Given the challenges we’re collectively facing in the present, where are such movements today? It appears that without a lived experience of “solidarity” in our personal lives, it can be difficult to respond to an abstract call for the common good. It may be that small group organizing is central to our hopes for broad-based change.
Potential Shock Points
There is good reason to believe that the next 10 years are going to be very different than the 10 years prior to the 2008 economic meltdown. Persistent unemployment means that millions of people may live out the decade in an economic depression.
Moreover, the underlying economic structures that brought on the collapse have not been addressed. We remain at risk for more financial nosedives. As a result, new Wall Street economic bubbles and busts may emerge. The “danger” light on the dashboard is still flashing…

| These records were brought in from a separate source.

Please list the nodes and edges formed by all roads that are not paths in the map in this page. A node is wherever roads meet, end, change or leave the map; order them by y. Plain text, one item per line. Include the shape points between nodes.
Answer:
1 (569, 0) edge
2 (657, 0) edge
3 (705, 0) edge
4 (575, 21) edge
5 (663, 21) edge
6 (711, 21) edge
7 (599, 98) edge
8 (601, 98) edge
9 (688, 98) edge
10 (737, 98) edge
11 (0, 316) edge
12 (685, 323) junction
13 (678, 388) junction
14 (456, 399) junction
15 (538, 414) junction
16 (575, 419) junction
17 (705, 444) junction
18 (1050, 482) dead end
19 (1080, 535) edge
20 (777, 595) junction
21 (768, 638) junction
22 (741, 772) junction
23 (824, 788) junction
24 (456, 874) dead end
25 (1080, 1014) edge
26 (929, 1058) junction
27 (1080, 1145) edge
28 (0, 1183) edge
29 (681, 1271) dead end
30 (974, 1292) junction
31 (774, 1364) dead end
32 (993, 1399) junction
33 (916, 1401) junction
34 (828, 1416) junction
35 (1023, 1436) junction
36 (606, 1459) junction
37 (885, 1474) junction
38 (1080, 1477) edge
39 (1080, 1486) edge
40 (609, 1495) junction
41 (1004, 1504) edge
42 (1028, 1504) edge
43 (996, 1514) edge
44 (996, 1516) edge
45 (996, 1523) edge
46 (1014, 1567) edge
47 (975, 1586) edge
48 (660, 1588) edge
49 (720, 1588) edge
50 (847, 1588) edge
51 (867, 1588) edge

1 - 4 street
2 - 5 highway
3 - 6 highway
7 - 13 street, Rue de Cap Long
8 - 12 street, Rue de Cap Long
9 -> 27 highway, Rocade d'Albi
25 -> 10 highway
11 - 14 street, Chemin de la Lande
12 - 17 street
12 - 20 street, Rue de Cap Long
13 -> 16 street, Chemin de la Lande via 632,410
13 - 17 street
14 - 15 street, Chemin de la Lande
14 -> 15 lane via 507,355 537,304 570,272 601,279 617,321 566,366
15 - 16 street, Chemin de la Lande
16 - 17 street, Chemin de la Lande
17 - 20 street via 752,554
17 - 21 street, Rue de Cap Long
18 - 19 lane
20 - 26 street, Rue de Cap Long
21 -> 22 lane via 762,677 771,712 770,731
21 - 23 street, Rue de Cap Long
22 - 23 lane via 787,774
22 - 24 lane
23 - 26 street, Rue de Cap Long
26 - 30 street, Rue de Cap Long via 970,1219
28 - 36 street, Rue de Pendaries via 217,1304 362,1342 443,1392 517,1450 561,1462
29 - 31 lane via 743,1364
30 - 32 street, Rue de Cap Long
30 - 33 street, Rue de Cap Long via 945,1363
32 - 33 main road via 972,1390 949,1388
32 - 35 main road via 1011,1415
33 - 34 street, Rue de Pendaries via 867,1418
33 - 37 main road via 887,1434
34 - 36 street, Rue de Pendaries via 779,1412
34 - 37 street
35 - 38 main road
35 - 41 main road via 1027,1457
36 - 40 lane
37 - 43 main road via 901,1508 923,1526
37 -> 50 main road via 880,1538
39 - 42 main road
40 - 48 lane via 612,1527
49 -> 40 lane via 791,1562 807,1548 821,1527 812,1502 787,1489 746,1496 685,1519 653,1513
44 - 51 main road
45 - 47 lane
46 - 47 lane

In fact, the future could bring any number of “shock points”: another economic meltdown along the lines of 2008; a further increase in unemployment, even to 20 percent; more extreme weather events (hurricanes, floods, droughts, heat waves); new spikes in the cost of energy; rapid deflation as the value of money falls; a dramatic increase in the cost of food; and/or shortages of fresh water.
Because of the extreme inequalities of income and wealth that have opened up over the last generation, the brunt of these changes is falling, and will continue to fall, most intensely on lower and middle income and disadvantaged folks. But these changes will touch everyone in various ways, even those who believe they have built a wall of economic security around their families.
These are some of the reasons people need to face the future together and strengthen the social fabric of our communities. This is not a future you can, or should, face alone.
The Transition to the New Economy
Eight million jobs in the old economy are not coming back. But new jobs, enterprises, and livelihoods are emerging. We are seeing vibrant new kinds of enterprises in the local food sector, green building, and alternative transportation, as well as locally rooted cooperatives and producers. These are the pieces of a new economy that is emerging piecemeal around the country—an economy based upon entirely different models of economic growth and indicators of community health, and also new conceptions of wealth, community, and governance.
This new economy includes financial institutions invested in the real economy, like community banks and credit unions walled off from the Wall Street speculation that adds no real value to our economy. It includes respect for “all that we share”—our commons of public and private institutions such as libraries, schools, or agricultural knowledge. It is based on sound management and protection of the gifts of nature including water systems, seed banks, and land conservancies.
In the current political moment, leadership for large-scale transition to this new economy will not come from Washington, D.C., but from movements around green jobs, local manufacturing, alternative transportation, regional food, and more. This is a moment for each of us to reflect on our own power and agency. We each have a role to play, but perhaps we aren’t sure what it is yet. This is where your small group is important. Small groups help disconnected individuals find their roles, turning them into community players who contribute to the movements toward the new economy.
If we are prepared for a transition, we will be in much better shape than if we simply hope life will somehow return to normal. If we have our “core group,” we can face changes with less fear and more sense of our personal agency. Together, we will be able to work toward an economy that works for everyone.